There are several ways of creating this effect with wax, but here is the one we feel gives the best results:
Make sure your painted surface is completely dry.
Use an old paint brush to apply the dark wax, making sure you get right into all the corners, details and carvings. Do not apply a thick coat as this will make the next step much harder for you.
This doesn't have to be a particularly neat process, as this is just the starting point.
Leave the wax to set, usually about an hour.
Now apply some clear wax to a clean cloth/rag, and start applying it to the item over the dark wax. The purpose of this is to remove most of the dark wax, just leaving some in the grain of the paint and the detailing and carvings. How much you remove is up to you. Keep rotating the cloth in this process, applying more clear wax.
Once your happy with the effect, allow the wax to set.
With a soft woollen or cotton rag, gently buff the wax to a shine. The buffing process is important as it gives the item a smooth surface and allows any spills or drips to just run off it, and makes it a little more durable.

The "distressing" process does seem very counter productive, as effectively, you are undoing all your hard work. However, finished results can give an authentic aged look that can highlight the shape, carving and mouldings on your furniture item.

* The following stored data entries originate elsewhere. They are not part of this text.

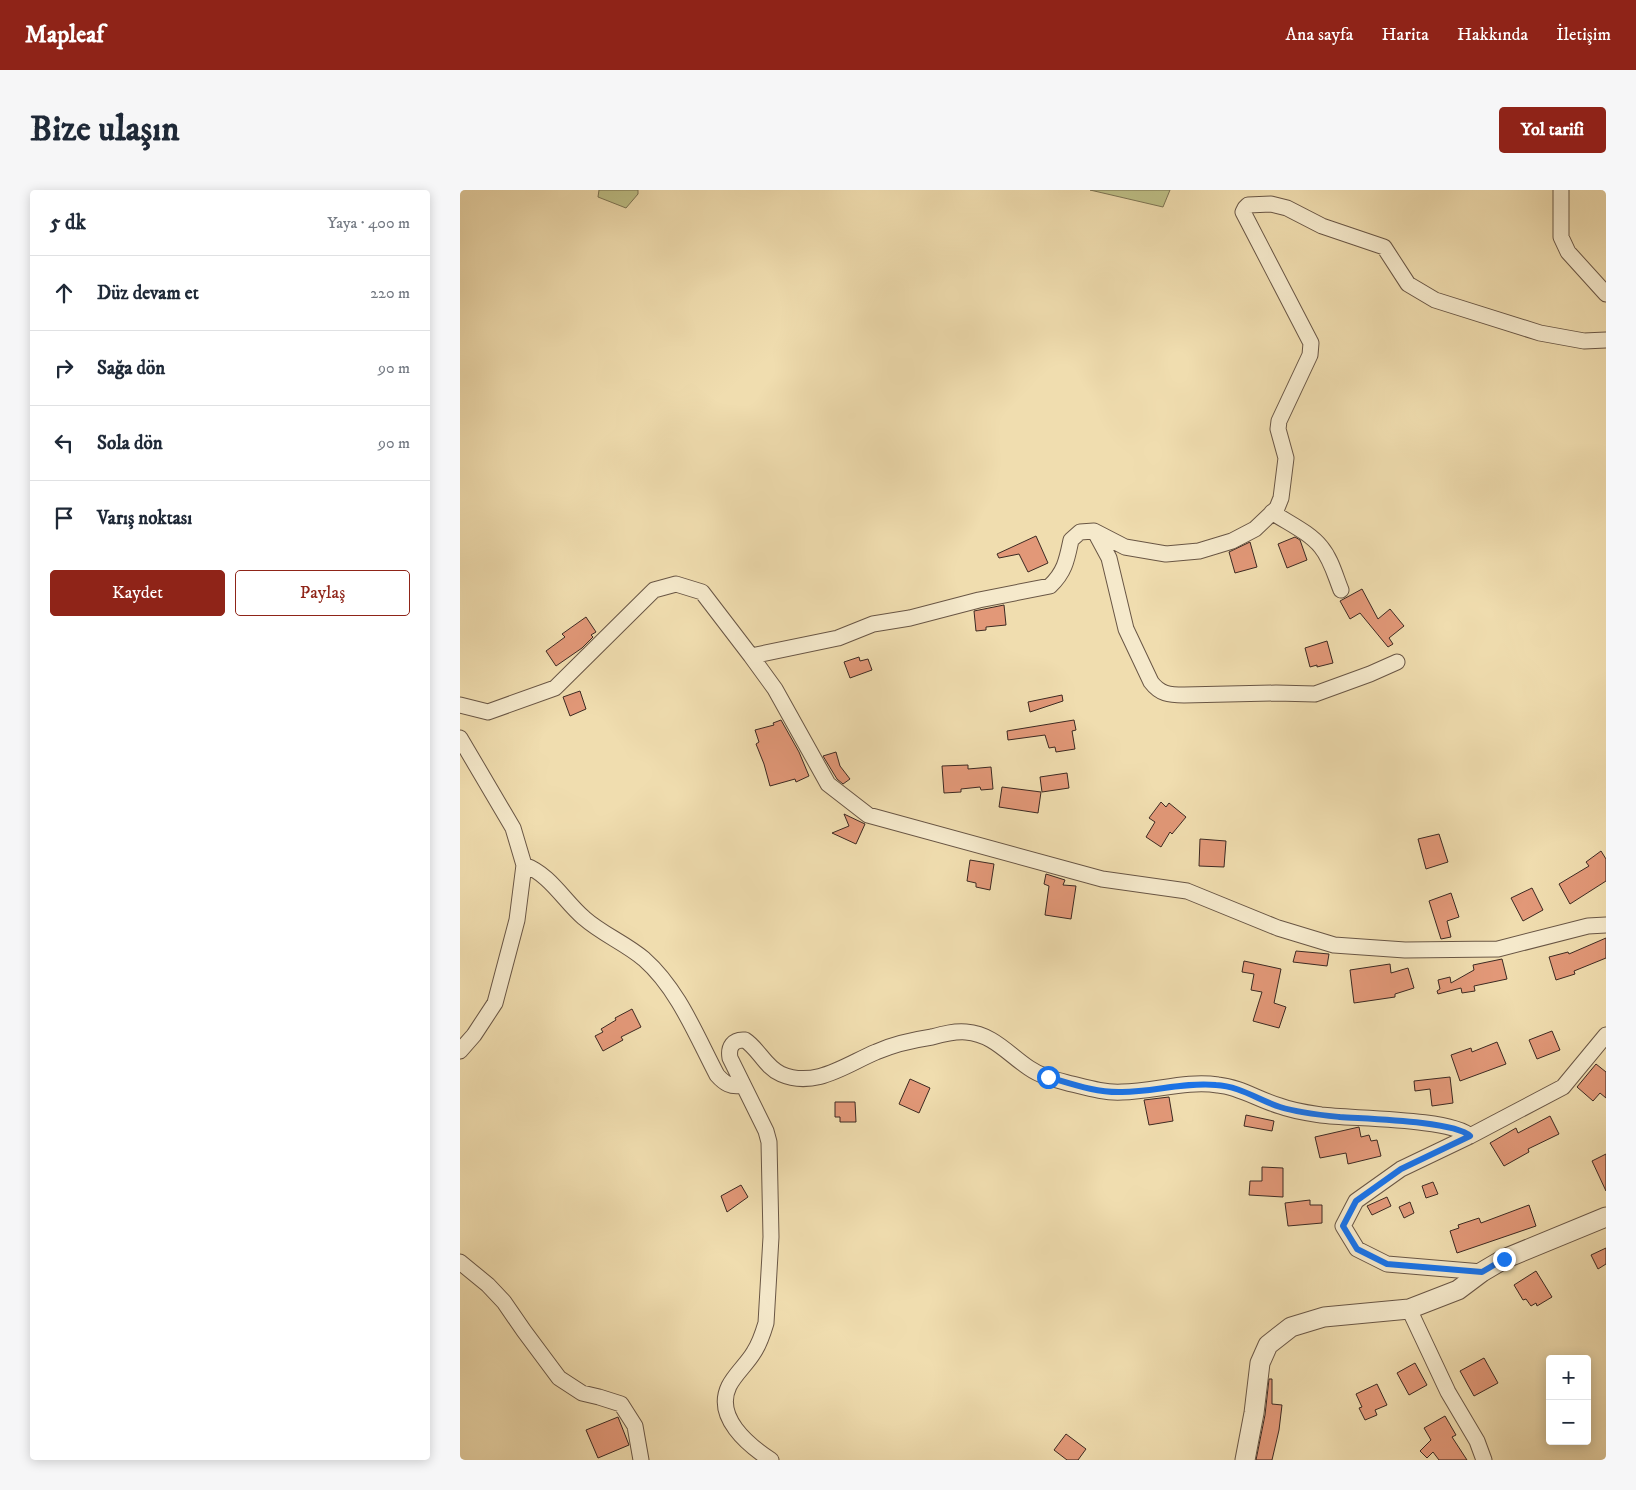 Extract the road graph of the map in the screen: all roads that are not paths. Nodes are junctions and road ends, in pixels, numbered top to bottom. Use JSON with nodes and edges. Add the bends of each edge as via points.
{"nodes":[{"id":1,"x":1561,"y":190,"type":"edge"},
{"id":2,"x":1606,"y":294,"type":"edge"},
{"id":3,"x":1606,"y":340,"type":"edge"},
{"id":4,"x":1272,"y":512,"type":"junction"},
{"id":5,"x":1094,"y":531,"type":"junction"},
{"id":6,"x":1341,"y":590,"type":"dead end"},
{"id":7,"x":751,"y":656,"type":"junction"},
{"id":8,"x":1397,"y":662,"type":"dead end"},
{"id":9,"x":460,"y":706,"type":"edge"},
{"id":10,"x":460,"y":738,"type":"edge"},
{"id":11,"x":524,"y":865,"type":"junction"},
{"id":12,"x":1606,"y":925,"type":"edge"},
{"id":13,"x":1606,"y":1035,"type":"edge"},
{"id":14,"x":460,"y":1051,"type":"edge"},
{"id":15,"x":743,"y":1085,"type":"junction"},
{"id":16,"x":1470,"y":1136,"type":"junction"},
{"id":17,"x":1606,"y":1217,"type":"edge"},
{"id":18,"x":460,"y":1262,"type":"edge"},
{"id":19,"x":1482,"y":1272,"type":"junction"},
{"id":20,"x":1410,"y":1309,"type":"junction"},
{"id":21,"x":769,"y":1459,"type":"edge"},
{"id":22,"x":641,"y":1460,"type":"edge"},
{"id":23,"x":1245,"y":1460,"type":"edge"},
{"id":24,"x":1484,"y":1460,"type":"edge"}],
"edges":[{"from":1,"to":2,"type":"street","via":[[1561,237],[1568,252]]},
{"from":3,"to":4,"type":"street","via":[[1584,341],[1540,333],[1435,300],[1408,284],[1384,247],[1322,226],[1288,208],[1271,204],[1248,205],[1243,212],[1311,343],[1310,355],[1279,421],[1286,458],[1281,498]]},
{"from":4,"to":5,"type":"street","via":[[1255,529],[1232,541],[1199,551],[1166,554],[1125,548]]},
{"from":4,"to":6,"type":"street","via":[[1322,548]]},
{"from":5,"to":7,"type":"street","via":[[1080,532],[1070,540],[1066,562],[1059,578],[1050,586],[873,624],[838,638]]},
{"from":5,"to":8,"type":"street","via":[[1109,558],[1126,628],[1151,682],[1162,692],[1169,695],[1316,694]]},
{"from":7,"to":9,"type":"street","via":[[702,592],[676,584],[654,590],[555,688],[488,712]]},
{"from":7,"to":12,"type":"street","via":[[775,689],[828,784],[868,815],[1102,879],[1187,891],[1278,928],[1334,945],[1404,950],[1498,949],[1588,926]]},
{"from":10,"to":11,"type":"street","via":[[513,828]]},
{"from":11,"to":14,"type":"street","via":[[517,920],[494,1004]]},
{"from":11,"to":15,"type":"street","via":[[540,873],[588,921],[654,968],[674,993],[717,1075],[731,1086]]},
{"from":13,"to":16,"type":"street","via":[[1563,1087]]},
{"from":15,"to":16,"type":"street","via":[[729,1051],[734,1041],[740,1039],[751,1044],[765,1062],[782,1074],[806,1078],[833,1073],[895,1044],[956,1031],[988,1037],[1037,1073],[1106,1092],[1219,1085],[1301,1112],[1420,1123],[1458,1129]]},
{"from":15,"to":21,"type":"street","via":[[769,1142],[771,1237],[766,1323],[759,1344],[730,1385],[725,1404],[727,1416],[734,1427]]},
{"from":16,"to":19,"type":"street","via":[[1401,1169],[1356,1201],[1343,1226],[1357,1249],[1387,1264]]},
{"from":17,"to":19,"type":"street","via":[[1504,1259]]},
{"from":18,"to":22,"type":"street","via":[[504,1302],[560,1378],[582,1393],[621,1404],[635,1426]]},
{"from":19,"to":20,"type":"street","via":[[1458,1290]]},
{"from":20,"to":23,"type":"street","via":[[1324,1317],[1291,1327],[1268,1345],[1260,1363]]},
{"from":20,"to":24,"type":"street"}]}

Before starting, ensure you have given your item enough coats of paint all over, and make sure it is dry before beginning the fist step.

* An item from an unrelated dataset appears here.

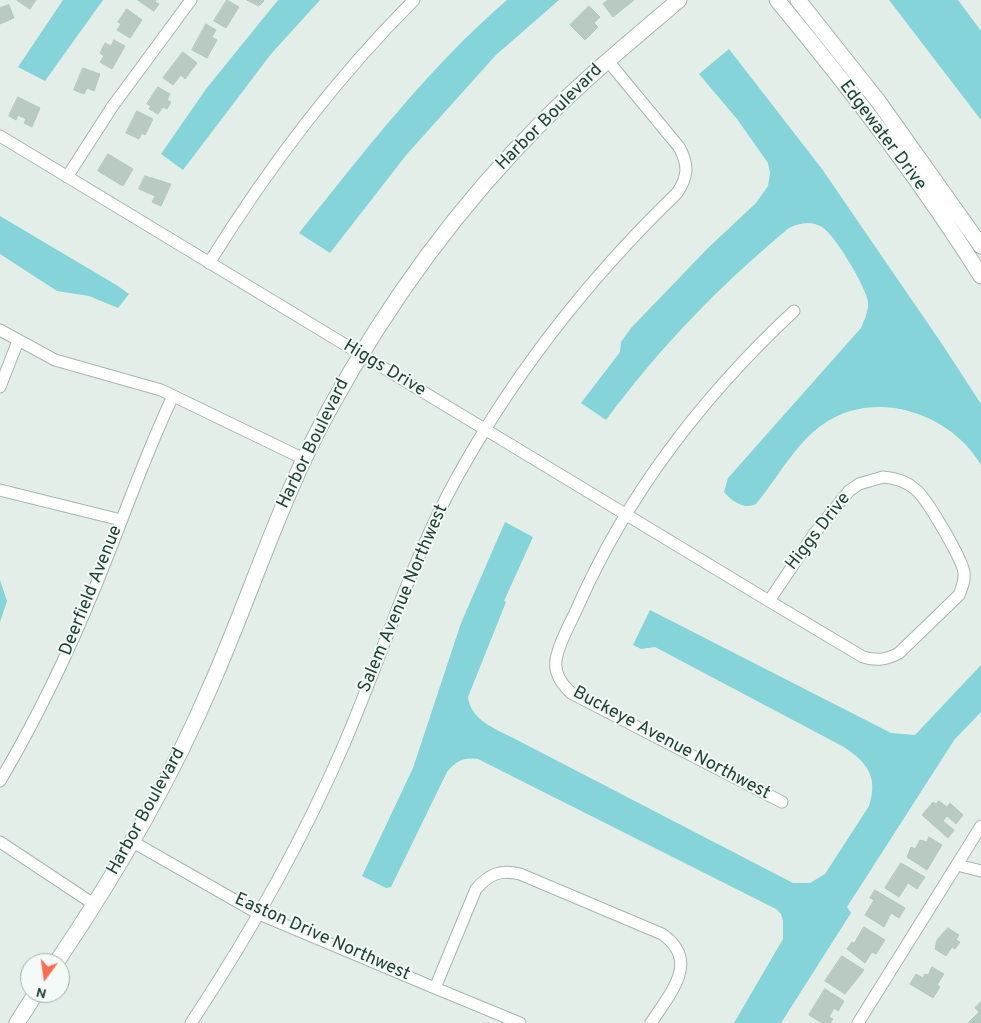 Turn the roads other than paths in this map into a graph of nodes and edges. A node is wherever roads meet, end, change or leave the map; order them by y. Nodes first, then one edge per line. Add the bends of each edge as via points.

This is an artistic finish, so it really depends on the style you are going for, but i would recommend using 100 grit sand paper. This is rough enough to cut through the paint and a little of the top surface of the furniture item to reveal bare wood.
Place the sand paper into a sanding block, or fold and use directly with your hands. 

Now, start to analyse the item, and think, if it had been around for 100 years, what parts of it would get the most wear and tear or usage. For example, the base will tend to get scuffed by feet, corners and edges have the smallest surface area and are more prone to wear and tear. Areas around the handles will always get touched. These are all the areas that you need to focus your distressing technique.
Its always a good idea to do this step with good ventilation, a dust mask, and if indoors, a hoover to hand. Start by gently running the sandpaper against the paint in the areas you have picked to distress. I usually try to keep this motion all in one direction as it gives a smoother distressed look, but like i said, this is an artistic finish and you are the artist!
Do this in all the areas, just to highlight how much you are looking to do. This is a good opportunity to adjust how much you would like to distress. 
Once happy with the areas you want to apply this effect, begin sanding a little harder. Sanding harder in areas of most "potential use". Again, in this step, i would expose some of the wood under the paint in the most used areas.
Remove all dust. If  you have a small brush accessory for your hoover, this works great! If not, with a soft bristle brush, dust of all the removed paint and dust. Now with a tack rag or a very slightly damp cloth, wipe the item all over, removing any fine remaining particles.

Seal the item. As you have begun the "distressing" effect, without sealing the paint, more paint can flake off as it is easier to distress naturally with your own usage of the item. So to keep the item looking exactly how you want it, either seal with a wax or varnish at this point to finish!